In a notable technological advancement, Apple has unveiled a new architecture for on-device AI models that overcomes the long-standing limitations of Dynamic Random Access Memory (DRAM). This breakthrough, showcased with the AFM 3 Core Advanced model at WWDC26, enables the storage of up to 20 billion parameters in flash memory instead of traditional RAM, potentially transforming how enterprises deploy AI agents.
Breaking the Memory Barrier
The parameter count for on-device AI models has historically been limited by the necessity to fit entirely within DRAM. This restriction has constrained the capabilities of local deployments, forcing enterprises to choose between powerful cloud-dependent models and less capable on-device alternatives. By shifting the weight set away from DRAM, Apple’s new architecture creates numerous opportunities for on-device AI applications, particularly in sectors that prioritize data privacy and compliance.

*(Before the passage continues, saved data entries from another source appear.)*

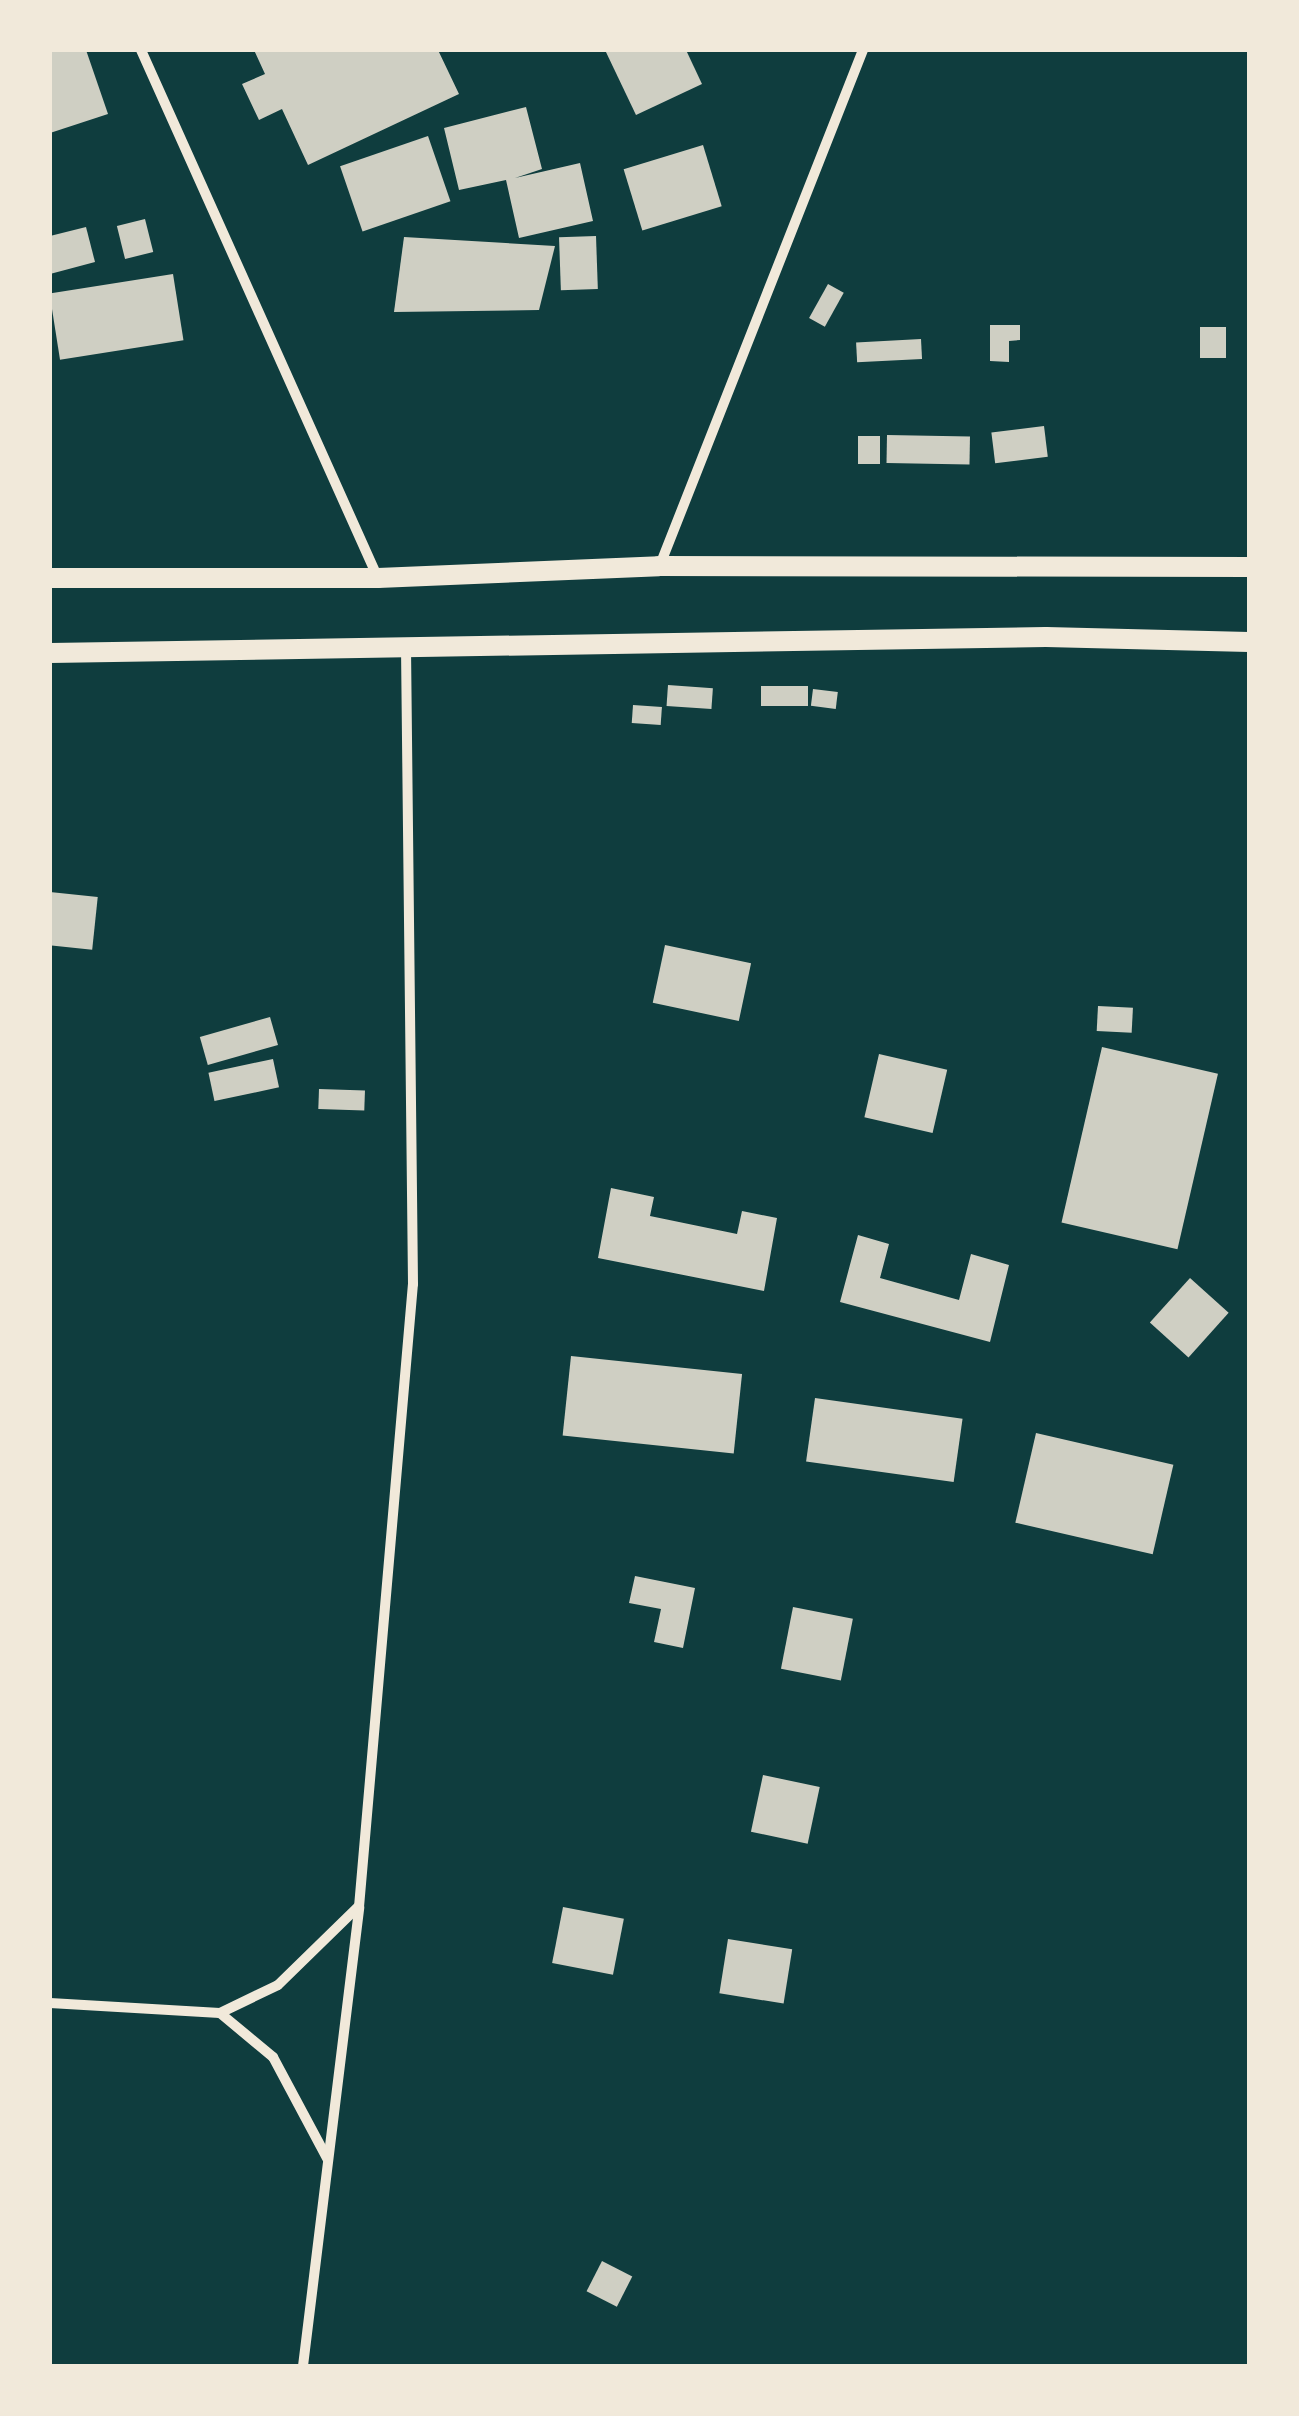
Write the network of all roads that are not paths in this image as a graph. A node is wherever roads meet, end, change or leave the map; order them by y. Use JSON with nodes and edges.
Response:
{"nodes":[{"id":1,"x":141,"y":50,"type":"edge"},
{"id":2,"x":863,"y":50,"type":"edge"},
{"id":3,"x":660,"y":566,"type":"junction"},
{"id":4,"x":1249,"y":567,"type":"edge"},
{"id":5,"x":50,"y":578,"type":"edge"},
{"id":6,"x":378,"y":578,"type":"junction"},
{"id":7,"x":1249,"y":642,"type":"edge"},
{"id":8,"x":406,"y":652,"type":"junction"},
{"id":9,"x":50,"y":653,"type":"edge"},
{"id":10,"x":359,"y":1906,"type":"junction"},
{"id":11,"x":50,"y":2003,"type":"edge"},
{"id":12,"x":220,"y":2013,"type":"junction"},
{"id":13,"x":328,"y":2159,"type":"junction"},
{"id":14,"x":303,"y":2366,"type":"edge"}],
"edges":[{"from":1,"to":6,"type":"street"},
{"from":2,"to":3,"type":"street"},
{"from":3,"to":4,"type":"main road"},
{"from":3,"to":6,"type":"main road"},
{"from":5,"to":6,"type":"main road"},
{"from":7,"to":8,"type":"main road"},
{"from":8,"to":9,"type":"main road"},
{"from":8,"to":10,"type":"street"},
{"from":10,"to":12,"type":"street"},
{"from":10,"to":13,"type":"street"},
{"from":11,"to":12,"type":"street"},
{"from":12,"to":13,"type":"street"},
{"from":13,"to":14,"type":"street"}]}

"Instead of forcing the entire model into DRAM, the full model is stored in flash memory," Apple’s research team explained, marking a significant shift in how AI models can be built and implemented. The AFM 3 Core Advanced model uses a method called Instruction-Following Pruning (IFP), where flash memory acts as the primary storage location for parameters, while DRAM serves as a temporary buffer for active tasks.
Innovative Routing Mechanism
The AFM 3 Core Advanced's architecture features a novel routing mechanism that functions on a prompt basis instead of processing token by token. This design choice addresses the limitations of NAND-to-DRAM bandwidth, which struggles to support the rapid weight swapping needed by standard Mixture of Experts (MoE) models. Instead, the model predicts which experts to load into RAM based on the incoming prompt, enabling it to generate all tokens from a fixed expert set selected during the prompt stage.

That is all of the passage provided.